Starting at the line that contains "pinky pip: (13, 271)" and stopping at the line that contains "thumb mcp: (437, 416)", transcribe every line of the material below exactly; pictures stay out.

• • •

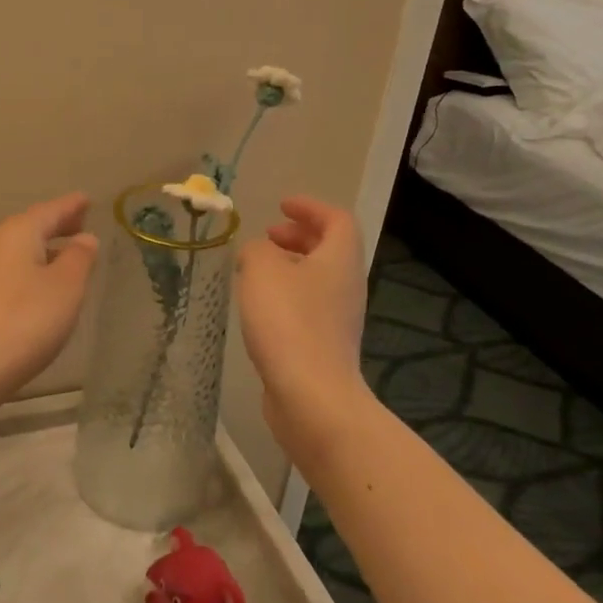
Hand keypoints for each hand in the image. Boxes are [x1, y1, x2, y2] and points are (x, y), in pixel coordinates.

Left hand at [0, 193, 99, 398]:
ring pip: (21, 250)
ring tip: (67, 254)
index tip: (87, 199)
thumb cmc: (27, 318)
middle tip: (80, 222)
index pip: (51, 211)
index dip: (71, 206)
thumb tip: (84, 238)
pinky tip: (44, 287)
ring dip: (44, 249)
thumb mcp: (66, 286)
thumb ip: (79, 258)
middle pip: (31, 227)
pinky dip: (33, 269)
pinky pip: (13, 271)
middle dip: (57, 225)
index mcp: (19, 232)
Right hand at [235, 196, 369, 458]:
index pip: (337, 220)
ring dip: (290, 267)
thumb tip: (257, 253)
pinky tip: (259, 308)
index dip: (310, 208)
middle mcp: (347, 286)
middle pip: (330, 249)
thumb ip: (256, 250)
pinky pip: (308, 307)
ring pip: (318, 279)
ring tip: (256, 270)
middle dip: (299, 236)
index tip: (282, 206)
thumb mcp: (262, 269)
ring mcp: (339, 319)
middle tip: (268, 236)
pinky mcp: (325, 347)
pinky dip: (287, 295)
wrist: (311, 396)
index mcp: (340, 260)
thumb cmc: (289, 321)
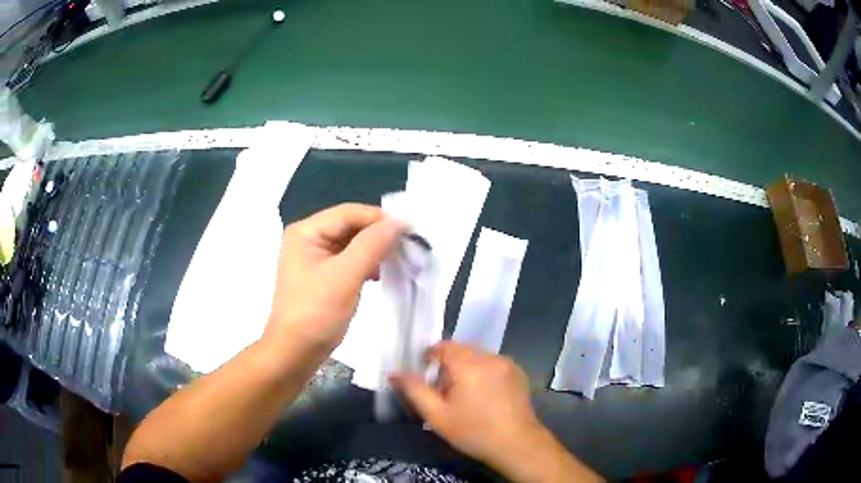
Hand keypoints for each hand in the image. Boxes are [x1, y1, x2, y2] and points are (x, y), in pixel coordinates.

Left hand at [265, 203, 402, 351]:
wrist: (295, 352)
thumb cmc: (317, 313)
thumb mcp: (346, 275)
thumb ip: (373, 244)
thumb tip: (399, 222)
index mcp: (307, 231)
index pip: (350, 213)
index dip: (381, 219)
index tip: (411, 231)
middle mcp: (307, 238)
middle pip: (349, 226)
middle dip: (378, 235)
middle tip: (407, 248)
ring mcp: (312, 257)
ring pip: (350, 243)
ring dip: (373, 250)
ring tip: (395, 261)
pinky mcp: (319, 274)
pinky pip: (346, 259)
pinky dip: (364, 264)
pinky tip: (377, 275)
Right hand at [392, 342, 601, 482]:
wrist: (516, 444)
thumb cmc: (473, 432)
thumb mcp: (437, 416)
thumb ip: (414, 391)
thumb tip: (394, 373)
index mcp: (468, 366)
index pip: (444, 346)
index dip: (431, 356)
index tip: (427, 375)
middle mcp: (489, 358)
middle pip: (461, 349)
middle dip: (448, 362)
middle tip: (444, 389)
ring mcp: (507, 363)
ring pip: (478, 354)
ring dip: (467, 365)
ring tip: (465, 392)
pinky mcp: (518, 371)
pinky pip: (493, 362)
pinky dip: (484, 370)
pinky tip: (485, 394)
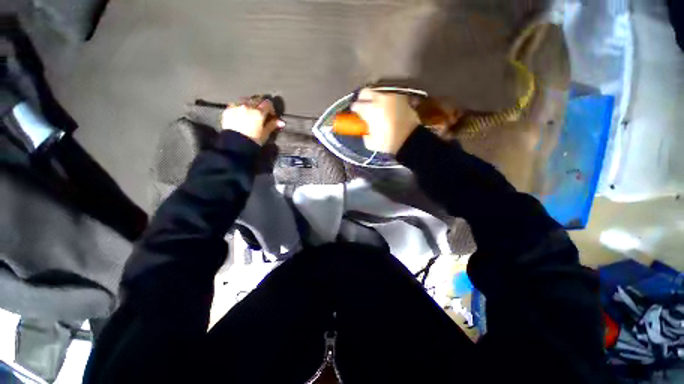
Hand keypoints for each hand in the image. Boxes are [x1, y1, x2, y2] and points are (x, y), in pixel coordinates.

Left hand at [221, 96, 284, 144]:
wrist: (235, 145)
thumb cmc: (253, 140)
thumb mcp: (265, 134)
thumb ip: (272, 125)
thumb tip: (281, 122)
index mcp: (258, 112)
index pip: (268, 103)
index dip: (271, 109)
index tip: (271, 116)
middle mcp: (247, 106)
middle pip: (257, 99)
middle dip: (261, 105)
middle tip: (262, 113)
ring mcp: (237, 106)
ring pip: (245, 99)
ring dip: (250, 103)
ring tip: (251, 111)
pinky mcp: (228, 110)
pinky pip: (236, 103)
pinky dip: (240, 106)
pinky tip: (241, 113)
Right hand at [350, 88, 420, 153]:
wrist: (410, 139)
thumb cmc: (388, 142)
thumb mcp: (371, 143)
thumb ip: (365, 134)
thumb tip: (365, 131)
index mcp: (370, 110)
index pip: (356, 105)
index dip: (354, 109)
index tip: (355, 113)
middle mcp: (379, 99)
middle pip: (365, 92)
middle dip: (362, 98)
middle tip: (363, 106)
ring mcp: (391, 96)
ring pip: (378, 91)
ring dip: (375, 97)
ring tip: (376, 106)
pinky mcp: (402, 97)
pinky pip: (390, 95)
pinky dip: (387, 99)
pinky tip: (387, 107)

• • •

**Response to this task**:
pinky pip: (13, 271)
middle dip: (57, 225)
index mcp: (19, 232)
Right hand at [235, 196, 369, 458]:
index pip: (337, 220)
ring dip: (290, 267)
thumb tip: (257, 253)
pinky tip: (259, 308)
index dip: (310, 208)
middle mcp: (347, 286)
middle pip: (330, 249)
thumb ip: (256, 250)
pinky pip: (308, 307)
ring pip: (318, 279)
ring tip: (256, 270)
middle dip: (299, 236)
index tip: (282, 206)
thumb mcp: (262, 269)
ring mcp: (339, 319)
middle tip: (268, 236)
pinky mcp: (325, 347)
pinky dip: (287, 295)
wrist: (311, 396)
index mcp: (340, 260)
thumb cmc: (289, 321)
Hand keypoints for each hand in the image. Boxes are [x1, y1, x2, y2] and points are (x, y), in pixel coordinates.

Left hand at [265, 203, 402, 351]:
wrist: (295, 352)
thumb cmc: (317, 313)
thumb mcp: (346, 275)
thumb ip: (373, 244)
thumb tip: (399, 222)
index mcp: (307, 231)
index pip: (350, 213)
index dip: (381, 219)
index tip: (411, 231)
middle mcp: (307, 238)
middle pip: (349, 226)
middle dip: (378, 235)
middle tip: (407, 248)
ring mcp: (312, 257)
ring pip: (350, 243)
ring dip: (373, 250)
ring tip: (395, 261)
pinky mcp: (319, 274)
pinky pip: (346, 259)
pinky dip: (364, 264)
pinky tip: (377, 275)
Right hand at [392, 342, 601, 482]:
wrist: (516, 444)
thumb cmc: (473, 432)
thumb mcp: (437, 416)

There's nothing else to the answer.